::: PROVIDED DATA
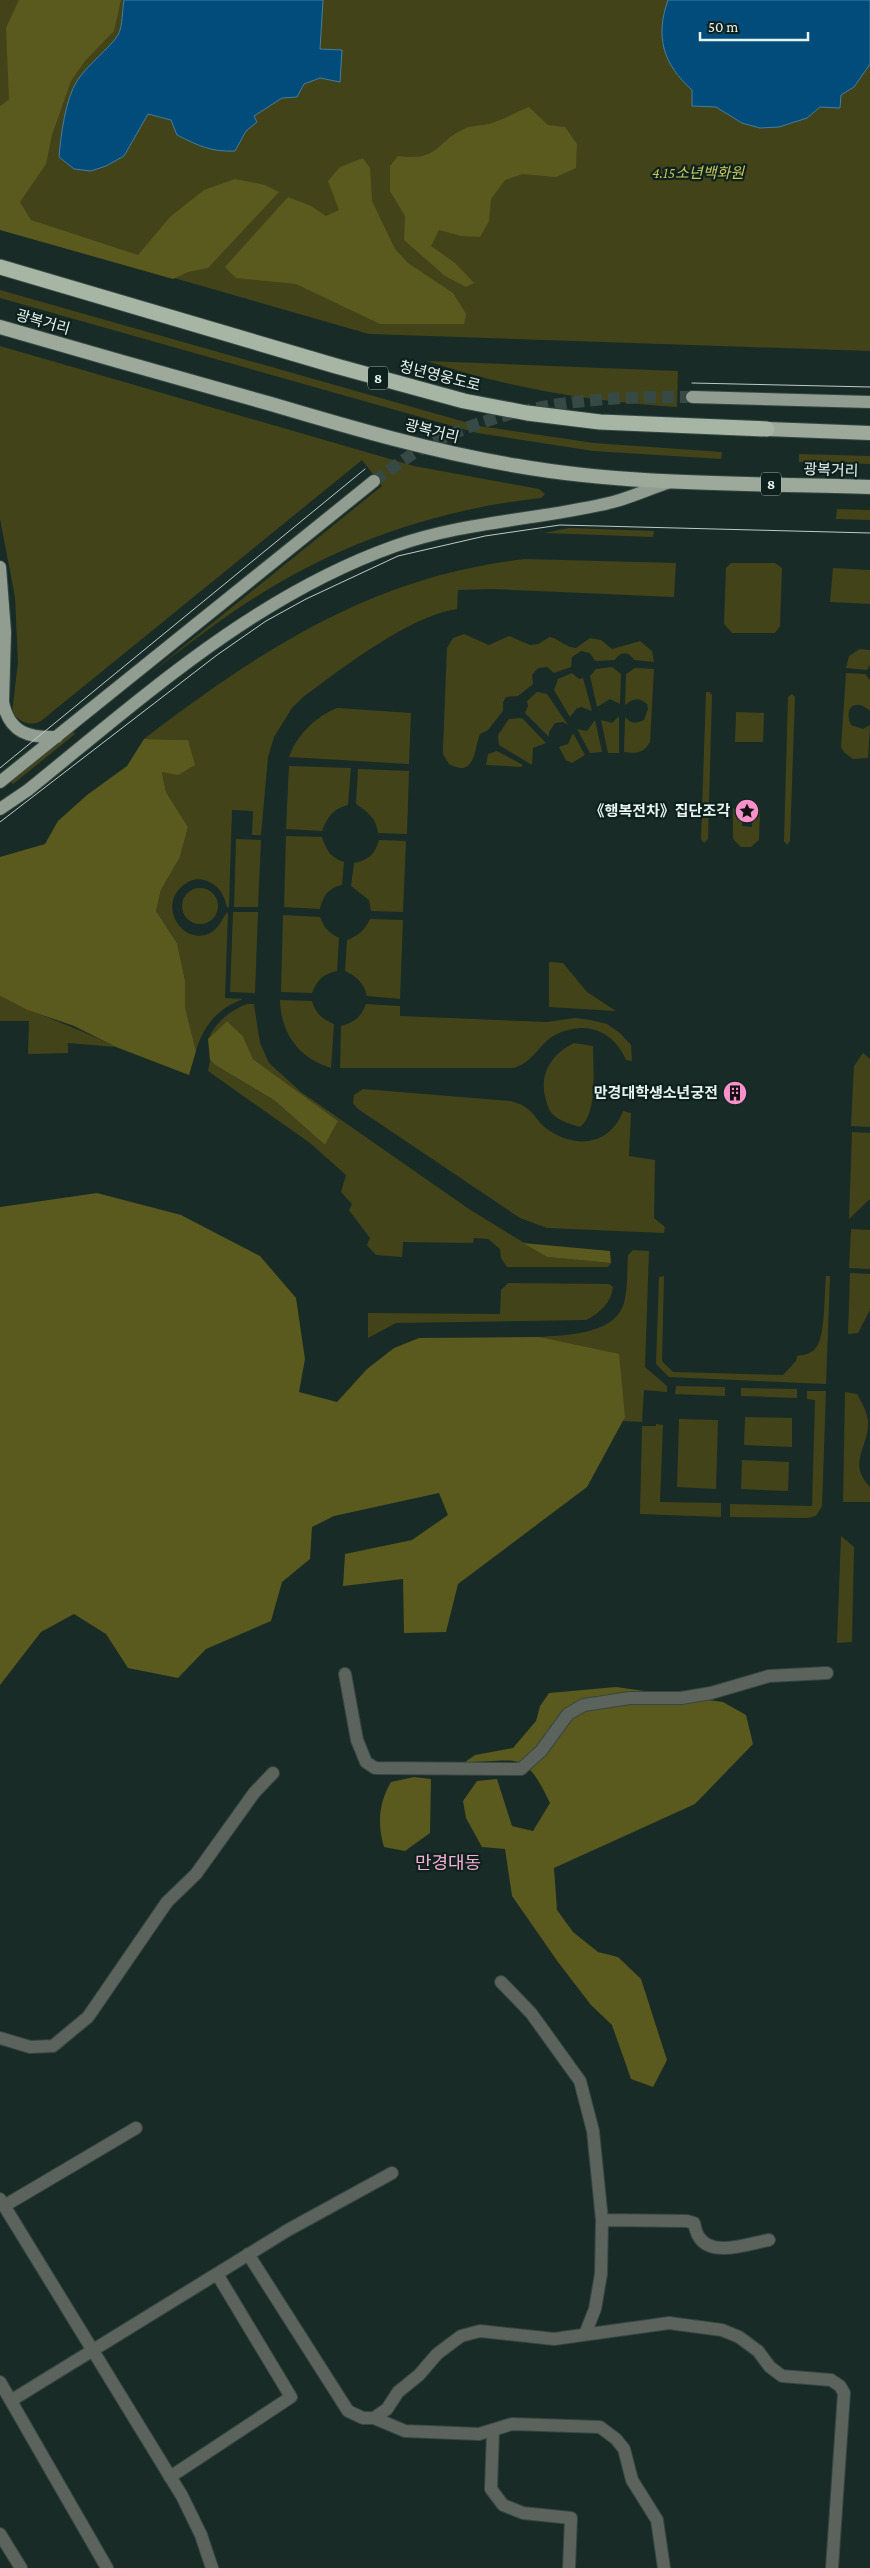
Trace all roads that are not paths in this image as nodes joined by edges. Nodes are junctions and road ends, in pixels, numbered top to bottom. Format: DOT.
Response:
graph roads {
  1 [pos="0,267"];
  2 [pos="0,327"];
  3 [pos="16,332"];
  4 [pos="0,336"];
  5 [pos="692,397"];
  6 [pos="870,402"];
  7 [pos="766,429"];
  8 [pos="870,433"];
  9 [pos="374,481"];
  10 [pos="672,481"];
  11 [pos="870,487"];
  12 [pos="0,567"];
  13 [pos="2,707"];
  14 [pos="57,736"];
  15 [pos="0,782"];
  16 [pos="0,809"];
  17 [pos="827,1673"];
  18 [pos="345,1674"];
  19 [pos="273,1773"];
  20 [pos="501,1982"];
  21 [pos="0,2038"];
  22 [pos="136,2128"];
  23 [pos="392,2173"];
  24 [pos="2,2202"];
  25 [pos="602,2220"];
  26 [pos="769,2240"];
  27 [pos="248,2254"];
  28 [pos="216,2274"];
  29 [pos="585,2334"];
  30 [pos="92,2351"];
  31 [pos="0,2382"];
  32 [pos="12,2400"];
  33 [pos="374,2418"];
  34 [pos="493,2430"];
  35 [pos="170,2477"];
  36 [pos="0,2534"];
  37 [pos="21,2568"];
  38 [pos="108,2568"];
  39 [pos="212,2568"];
  40 [pos="569,2568"];
  41 [pos="664,2568"];
  42 [pos="832,2568"];
  1 -- 7 [label="highway, 청년영웅도로 / 8"];
  2 -- 3 [label="highway, 광복거리 / 8"];
  3 -- 4 [label="main road"];
  3 -- 10 [label="highway, 광복거리 / 8"];
  5 -- 6 [label="main road"];
  7 -- 8 [label="highway, 8"];
  9 -- 14 [label="main road"];
  10 -- 11 [label="highway, 광복거리 / 8"];
  10 -- 16 [label="main road"];
  12 -- 13 [label="main road"];
  13 -- 14 [label="main road"];
  14 -- 15 [label="main road"];
  17 -- 18 [label="street"];
  19 -- 21 [label="street"];
  20 -- 25 [label="street"];
  22 -- 24 [label="street"];
  23 -- 27 [label="street"];
  24 -- 30 [label="street"];
  25 -- 26 [label="street"];
  25 -- 29 [label="street"];
  27 -- 28 [label="street"];
  27 -- 33 [label="street"];
  28 -- 30 [label="street"];
  28 -- 35 [label="street"];
  29 -- 33 [label="street"];
  29 -- 42 [label="street"];
  30 -- 32 [label="street"];
  30 -- 35 [label="street"];
  31 -- 32 [label="street"];
  32 -- 38 [label="street"];
  33 -- 34 [label="street"];
  34 -- 40 [label="street"];
  34 -- 41 [label="street"];
  35 -- 39 [label="street"];
  36 -- 37 [label="street"];
}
::::::
■ WHAT YOU WILL DO: Every line above with the string "roads" in it should be copied into the answer.

■ WRITTEN SOLUTION:
Trace all roads that are not paths in this image as nodes joined by edges. Nodes are junctions and road ends, in pixels, numbered top to bottom. Format: DOT.
graph roads {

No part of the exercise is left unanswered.